Quick Way in to Hacking Legacy OU Course Materials Using Markdown

By some arcane process, OU course materials authored typically in MS Word are converted to an XML format (OU-XML) and then rendered variously to HTML for the Moodle website, ebook formats, and perhaps PDF (we don’t want to make it too easy for students to print of the materials…).

An internal project that ran for a couple of years (maybe a bit more) looking at more direct authoring workflows was shelved earlier this year. (I was banned from blogging about it whilst it was under development, so I’m afraid I don’t have screen shots to show what it looked like from the time I was given preview access.) As far as I know, the authoring tool was completely distinct from the one developed by the OU’s bastard offspring that is FutureLearn. Nowt like sharing.

One of the things I’m slated to do over the next few months is update, or possibly rewrite, a unit in a first year equivalent module.

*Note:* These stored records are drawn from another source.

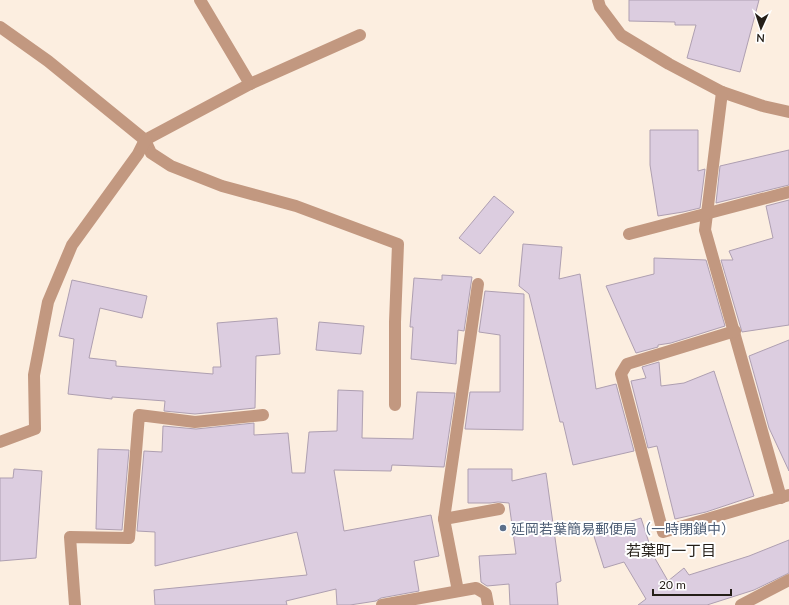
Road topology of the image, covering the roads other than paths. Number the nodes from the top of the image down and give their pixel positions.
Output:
1 (200, 0) edge
2 (598, 0) edge
3 (0, 27) edge
4 (360, 35) dead end
5 (250, 84) junction
6 (722, 92) junction
7 (789, 112) edge
8 (145, 140) junction
9 (789, 192) edge
10 (707, 213) junction
11 (629, 234) dead end
12 (478, 284) dead end
13 (735, 331) junction
14 (395, 405) dead end
15 (263, 415) dead end
16 (0, 442) edge
17 (785, 496) edge
18 (499, 509) dead end
19 (444, 519) junction
20 (789, 580) edge
21 (458, 591) junction
22 (76, 605) edge
23 (382, 605) edge
24 (488, 605) edge
25 (741, 605) edge

1 - 5 street
2 - 6 street
3 - 8 street
4 - 5 street
5 - 8 street
6 - 7 street
6 - 10 street
8 - 14 street
8 - 16 street
9 - 10 street
10 - 11 street
10 - 13 street
12 - 19 street
13 - 17 street
13 - 17 street
15 - 22 street
18 - 19 street
19 - 21 street
20 - 25 street
21 - 23 street
21 - 24 street

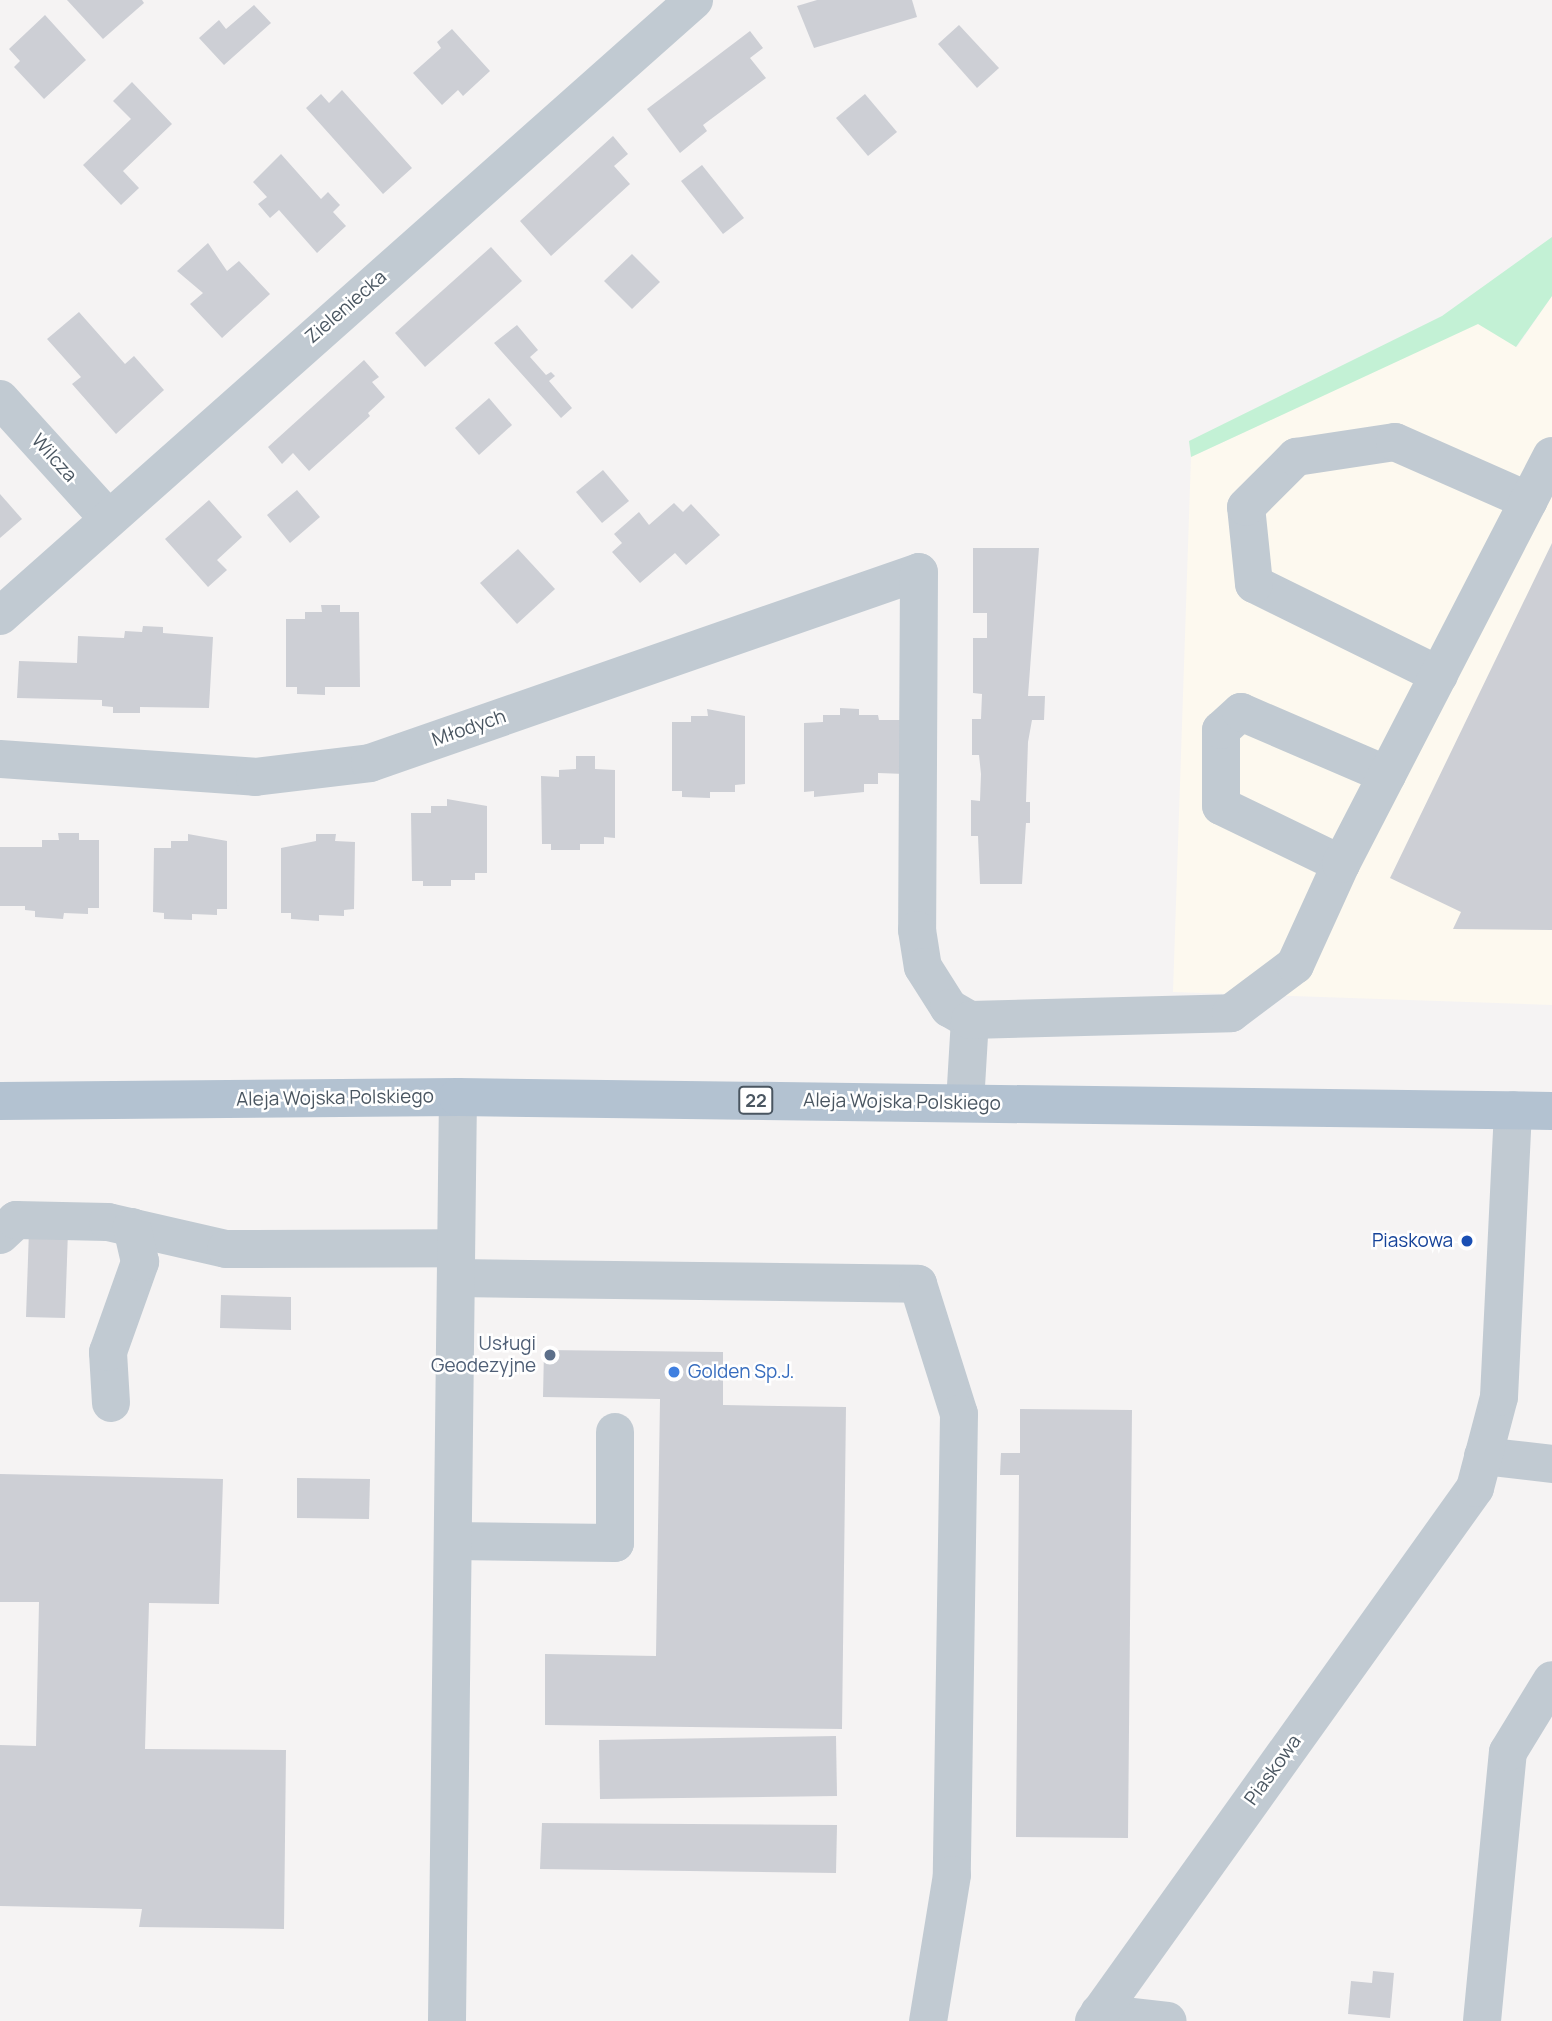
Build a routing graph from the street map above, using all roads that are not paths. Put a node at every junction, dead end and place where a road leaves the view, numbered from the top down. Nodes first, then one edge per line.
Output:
1 (694, 0) edge
2 (0, 399) edge
3 (1552, 456) edge
4 (1529, 500) junction
5 (107, 517) junction
6 (0, 616) edge
7 (1439, 675) junction
8 (0, 759) edge
9 (1387, 775) junction
10 (1341, 864) junction
11 (970, 1020) junction
12 (458, 1097) junction
13 (0, 1101) edge
14 (965, 1103) junction
15 (1513, 1110) junction
16 (1552, 1111) edge
17 (132, 1227) junction
18 (0, 1235) edge
19 (456, 1263) junction
20 (111, 1403) dead end
21 (615, 1432) dead end
22 (1483, 1456) junction
23 (1552, 1464) edge
24 (453, 1541) junction
25 (1552, 1680) edge
26 (1097, 2017) edge
27 (447, 2021) edge
28 (928, 2021) edge
29 (1168, 2021) edge
30 (1482, 2021) edge

1 - 5 street, Zieleniecka
2 - 5 street, Wilcza
3 - 4 street
4 - 7 street
4 - 7 street
5 - 6 street, Zieleniecka
7 - 9 street
8 - 11 street, Młodych
9 - 10 street
9 - 10 street
10 - 11 street
11 - 14 street
12 - 13 main road, Aleja Wojska Polskiego / 22
12 - 14 main road, Aleja Wojska Polskiego / 22
12 - 19 street
14 - 15 main road, Aleja Wojska Polskiego / 22
15 - 16 main road, Aleja Wojska Polskiego / 22
15 - 22 street, Piaskowa
17 - 18 street
17 - 19 street
17 - 20 street
19 - 24 street
19 - 28 street
21 - 24 street
22 - 23 street
22 - 26 street, Piaskowa
24 - 27 street
25 - 30 street
26 - 29 street

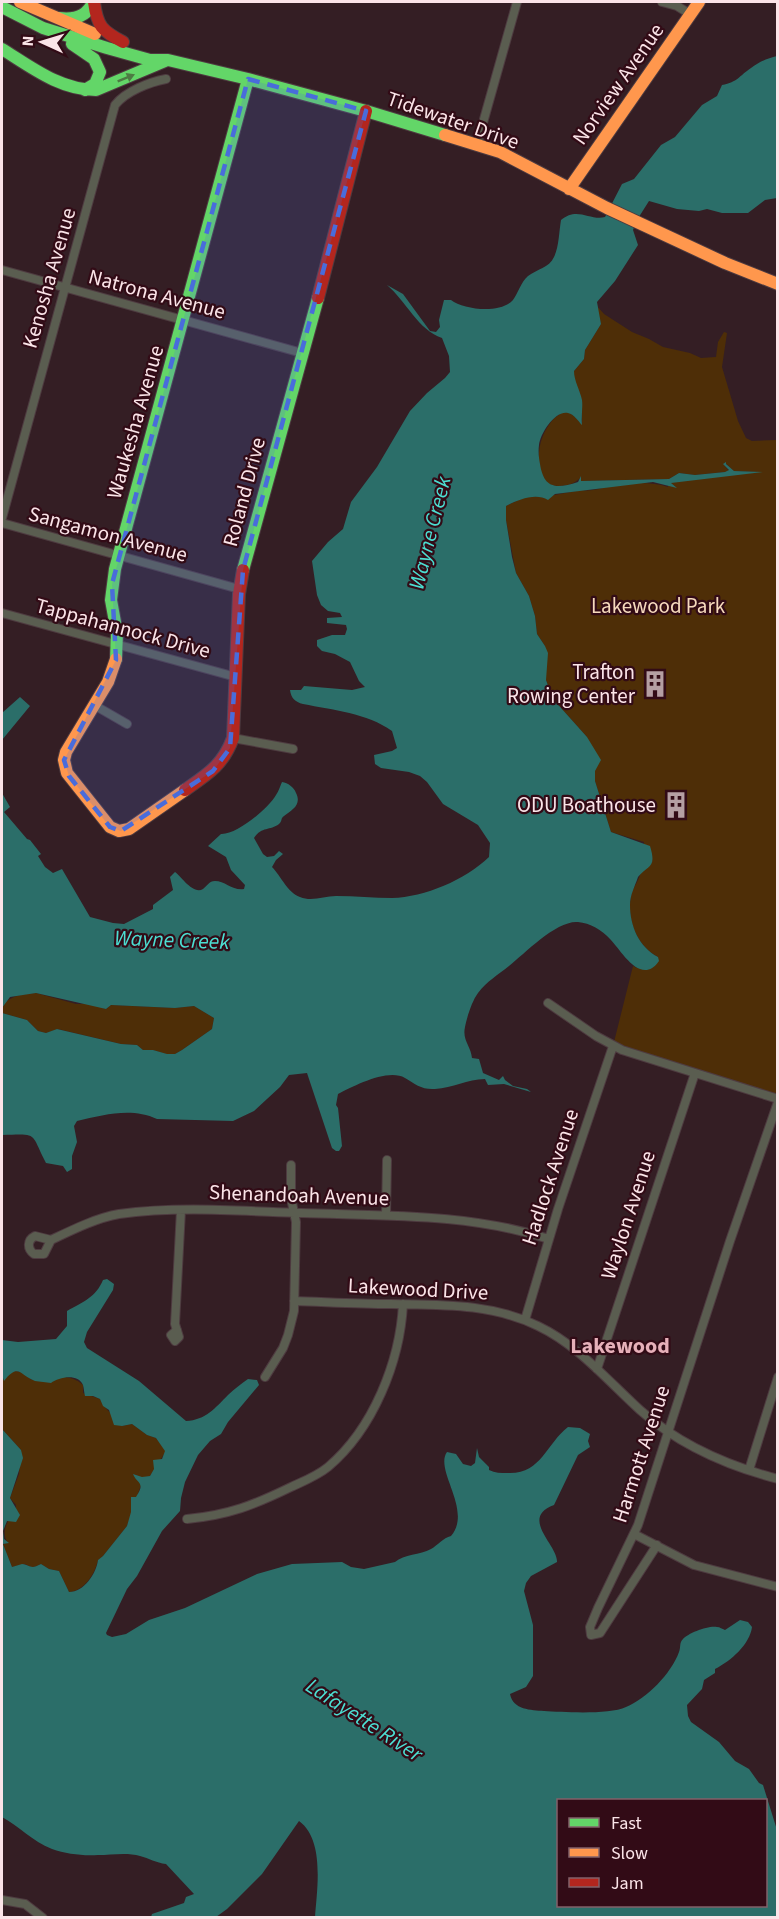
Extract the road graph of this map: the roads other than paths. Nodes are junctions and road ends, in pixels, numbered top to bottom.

My preferred way of authoring for some time has been to keep it simple and just use markdown.

So that’s what I’m probably going to do.

If there’s any griping or sniping that it doesn’t fit the OU workflow, I’ll just run it through pandoc to generate an MS Word docx version and hand that over.

(I’ve been saying *for years* we should have pandoc read/write filters for OU-XML (the most recent notes are here). It would have been a damn site cheaper than the aborted authoring tool project and would have allowed authors to explain a whole range of tools for creating their warez, with pandoc handling the conversion to OU-XML. And yes, I f**king know that some hand cleaning of the OU-XML would almost certainly have been required but we’d have got a far better feeling for what sorts of document structures folk produce if they were allowed to use the tools that suit them. And authors’ shonky mark-up (including my own) *always* needs some fettling anyway: we already know that…)

So… markdown…

If I’m going to revise the current materials, I need to get them out of the current format and into markdown. I’ve previously started looking at an XSLT to convert OU-XML to markdown, eg as described in Fragment – OpenLearn Jupyter Books Remix; a copy of the current-ish XSLT, and some code fragments to grab and convret an example OU-XML document, can be found here.

But today, I thought of an even scruffier and quicker way…

Within the VLE, a single OU-XML source document is rendered across multiple HTML pages, along  with a navigation index:

A single HTML page view (for easier printing) is also available… Hmmm…there are plenty of HTML2markdown converters out there, aren’t there?

#!pip3 install markdownify
from bs4 import BeautifulSoup
from markdownify import markdownify as md

with open('Robotics study week 1 – Introduction_ View as single page.html', 'r') as f:
    # Let's just grab the HTML body...
    tree = BeautifulSoup(f.read(), 'lxml')
    body = tree.body
    txt = md(str(body))
    
with open('week1-mardownify.md','w') as f:
    # There'll still be script tag cruft, videos won't be embedded / linked etc
    # but it's enough to get started with and the diffs should be easy to see...
    f.write(txt)

The output is a bit flakey in parts, but most of the stuff I need is there.  Certainly, there’s more than enough of it in useable form for me to start using as an outline. Indeed, much of the work will be ripping out and replacing the huge chunks of content that are now rather dated.

I can also edit the markdown in a notebook environment using Jupytext, using metadata cells to highlight certain blocks of content with additional structural or semantic metadata, saving the metadata into the markdown document from where it could be processed (I’m not sure how it would turn up if the enhanced markup were converted to docx using pandoc, for example?).

From what I saw of the aborted OpenCreate editor, it used a block/cell style metaphor for creating separate content elements within a page, so it’d also be interesting to compare the jupytext/metadata enhanced markdown, or even the notebook ipynb output format, with the OpenCreate document format / representation to see whether there are similarities in the block level semantic / structural markup.